Government’s decision to re-open a five-year GHC400million domestic bond has bolstered expectations that the cedi will from this week see one of its strongest runs amid rising pressure on the local currency in recent times.

This has prompted a flurry of speculations in the market with analysts predicting that the cedi will rally strongly against the major trading currencies as foreign inflows deepen on the back of the auctioning of the bond, which is available to both domestic and foreign investors.

A report by RMB Global Markets Research has forecasted that the bond, which will mature in July 2021 at a coupon rate of 24.75percent, will cushion the mounting pressure on the local currency.

“The cedi experienced some pressure last week as the flurry of dollar flows on the back of the auction and positive Consumer Price Index (CPI) numbers thinned out.

“However, we expect to see a stronger cedi this week as the re-opening of a five-year domestic bond maturing on July 20121 should attract some flows to the market,” the RMB report published every week.

The report further added that it expects the cedi to depreciate but at a slower place and that “the unit will settle at 4.05 against the dollar at the end of 2016.”

The cedi, in 2016, has offer a huge relief to investors who have been yearning for a stable currency regime.

It has been able to withstand pressures from market forces since January 2016, thanks partly to regular foreign currency supply, the presence of the International Monetary Fund (IMF), and new FX rules by the Central Bank.

However, recently the local currency has been under some pressure since the government pulled out of the sale of a record fifth Eurobond issue with the cedi rising to as high as 3.95 cedis to the dollar from 3.80 cedis, after government announced it will only “issue new notes at the optimal time and the right conditions.”

So far, the currency has lost about 3percent of its value this year, especially against the US dollar and has been hovering between GHC3.80 and GH¢3.95 since January. Previous years have seen between 15 to 40 percent currency depreciation.

Due to the new FX rules, the Bank of Ghana from this month is surrendering US$150 million in export proceeds to commercial banks just to shore up the cedi.

In earlier interviews, investment and fiscal analysts have noted that the currency in a long time, will not see substantial depreciations.

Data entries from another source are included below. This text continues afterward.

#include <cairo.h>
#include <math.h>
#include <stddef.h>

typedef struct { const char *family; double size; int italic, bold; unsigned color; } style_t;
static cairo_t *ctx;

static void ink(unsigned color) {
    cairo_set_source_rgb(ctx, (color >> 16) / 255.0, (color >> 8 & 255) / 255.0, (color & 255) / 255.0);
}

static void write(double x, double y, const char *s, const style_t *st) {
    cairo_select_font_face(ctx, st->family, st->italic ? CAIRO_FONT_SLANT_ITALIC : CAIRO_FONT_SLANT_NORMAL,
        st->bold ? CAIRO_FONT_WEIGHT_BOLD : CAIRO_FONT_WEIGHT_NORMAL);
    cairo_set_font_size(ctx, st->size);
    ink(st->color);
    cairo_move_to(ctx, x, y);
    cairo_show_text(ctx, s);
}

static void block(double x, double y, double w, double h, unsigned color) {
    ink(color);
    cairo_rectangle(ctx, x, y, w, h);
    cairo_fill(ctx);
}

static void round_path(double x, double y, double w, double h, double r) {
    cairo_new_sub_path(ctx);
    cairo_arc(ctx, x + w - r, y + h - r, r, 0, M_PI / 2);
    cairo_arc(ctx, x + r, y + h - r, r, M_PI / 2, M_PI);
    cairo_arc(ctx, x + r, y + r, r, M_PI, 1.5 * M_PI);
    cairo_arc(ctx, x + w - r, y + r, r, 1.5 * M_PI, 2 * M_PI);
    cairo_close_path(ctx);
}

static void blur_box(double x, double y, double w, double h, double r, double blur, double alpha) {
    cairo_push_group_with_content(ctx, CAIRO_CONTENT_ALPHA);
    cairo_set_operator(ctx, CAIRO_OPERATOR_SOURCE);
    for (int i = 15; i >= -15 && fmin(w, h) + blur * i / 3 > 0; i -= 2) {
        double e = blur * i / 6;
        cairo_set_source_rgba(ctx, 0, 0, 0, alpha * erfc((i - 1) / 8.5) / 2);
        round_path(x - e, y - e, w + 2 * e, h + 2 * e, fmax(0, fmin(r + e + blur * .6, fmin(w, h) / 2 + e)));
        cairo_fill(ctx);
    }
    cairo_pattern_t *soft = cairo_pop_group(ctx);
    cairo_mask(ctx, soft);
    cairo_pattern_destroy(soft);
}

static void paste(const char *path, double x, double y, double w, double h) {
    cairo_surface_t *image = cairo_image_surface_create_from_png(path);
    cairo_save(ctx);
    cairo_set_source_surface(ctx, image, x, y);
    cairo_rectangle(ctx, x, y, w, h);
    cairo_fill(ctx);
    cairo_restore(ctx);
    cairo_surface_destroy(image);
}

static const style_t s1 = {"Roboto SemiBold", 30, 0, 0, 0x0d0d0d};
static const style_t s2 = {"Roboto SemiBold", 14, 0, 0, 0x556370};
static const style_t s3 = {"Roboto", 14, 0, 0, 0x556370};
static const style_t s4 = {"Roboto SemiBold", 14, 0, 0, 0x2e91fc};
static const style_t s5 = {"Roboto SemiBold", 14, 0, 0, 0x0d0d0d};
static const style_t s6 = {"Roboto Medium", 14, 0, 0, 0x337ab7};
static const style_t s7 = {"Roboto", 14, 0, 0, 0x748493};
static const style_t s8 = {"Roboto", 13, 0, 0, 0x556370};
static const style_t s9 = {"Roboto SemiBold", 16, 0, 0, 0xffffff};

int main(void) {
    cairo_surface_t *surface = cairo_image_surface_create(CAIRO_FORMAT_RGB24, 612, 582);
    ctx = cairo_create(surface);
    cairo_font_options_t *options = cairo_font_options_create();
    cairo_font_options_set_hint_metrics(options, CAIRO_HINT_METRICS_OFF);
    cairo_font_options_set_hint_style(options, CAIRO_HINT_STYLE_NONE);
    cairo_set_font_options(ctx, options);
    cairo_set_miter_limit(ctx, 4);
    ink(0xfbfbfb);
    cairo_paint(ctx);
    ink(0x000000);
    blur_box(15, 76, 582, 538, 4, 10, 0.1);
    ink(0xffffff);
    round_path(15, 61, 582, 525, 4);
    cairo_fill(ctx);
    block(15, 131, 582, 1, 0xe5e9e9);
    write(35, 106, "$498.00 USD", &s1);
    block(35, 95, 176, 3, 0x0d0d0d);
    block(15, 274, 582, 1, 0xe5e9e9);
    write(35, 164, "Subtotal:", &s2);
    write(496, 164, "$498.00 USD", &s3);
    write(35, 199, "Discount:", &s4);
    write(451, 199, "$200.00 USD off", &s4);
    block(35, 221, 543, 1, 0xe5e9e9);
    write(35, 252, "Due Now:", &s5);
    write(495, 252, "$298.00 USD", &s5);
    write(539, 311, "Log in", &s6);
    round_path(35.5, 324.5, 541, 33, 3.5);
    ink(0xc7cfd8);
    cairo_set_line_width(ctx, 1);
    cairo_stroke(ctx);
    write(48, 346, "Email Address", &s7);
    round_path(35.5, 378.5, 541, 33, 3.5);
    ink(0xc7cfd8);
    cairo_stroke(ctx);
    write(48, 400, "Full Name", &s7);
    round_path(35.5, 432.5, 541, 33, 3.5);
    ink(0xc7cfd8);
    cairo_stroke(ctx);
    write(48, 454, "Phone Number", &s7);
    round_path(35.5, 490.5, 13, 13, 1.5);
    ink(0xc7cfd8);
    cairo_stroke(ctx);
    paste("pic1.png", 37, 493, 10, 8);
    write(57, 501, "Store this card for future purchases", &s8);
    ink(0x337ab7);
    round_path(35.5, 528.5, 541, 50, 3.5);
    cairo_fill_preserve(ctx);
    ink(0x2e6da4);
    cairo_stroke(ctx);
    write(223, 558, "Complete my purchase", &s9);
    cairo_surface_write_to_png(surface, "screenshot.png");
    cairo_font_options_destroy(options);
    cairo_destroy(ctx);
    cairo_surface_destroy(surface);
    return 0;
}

Sampson Akligoh, Managing Director of InvestCorp-an investment bank, told the B&FT he does not see a noticeable deprecation of the cedi in Q3-2016, adding, that the current trend is likely to continue.

“Reasonably, the tight monetary policy condition is helping to contain institutional portfolio investors, and the extent to which this will continue depends on policy credibility,” he said.

Government has also announced plans to issue as much as GHC25.3billion between now and December this year and 90percent of the expected amount, according to the government, is expected to be used to rollover maturing debts.

A statement from the Bank of Ghana said, “In accordance with the Government’s Medium-Term Debt Management Strategies (MTDS), the Bank of Ghana on behalf of the Ministry of Finance, announces for the information of Primary Dealers, Banks, prospective investors in the domestic securities market and the general public, the revised Issuance Calendar for Government of Ghana Securities for August to December 2016.”

The Central Bank’s statement also stated that government would consider accepting a reasonable amount above the target to build buffers which would be used to reduce borrowing.

Per the new calendar, GHC60million will be issued every two weeks for the 1-Year Note, through the primary auction. Settlement will occur on the first and third Mondays of each month. Also, the two-year Note will be issued monthly through the primary auction with settlement occurring on the second Monday of each month.

The 3, 5 and 10-Year issues will be done through the book-building method, with settlement on the last Monday of each month. Meanwhile the statement forecasts that the GH¢1billion 5-Year Bond scheduled for next month, may be issued partly in a United States Dollar equivalent Bond, with settlement on 12th and 26th September, 2016 for the cedi and US Dollar Bond respectively.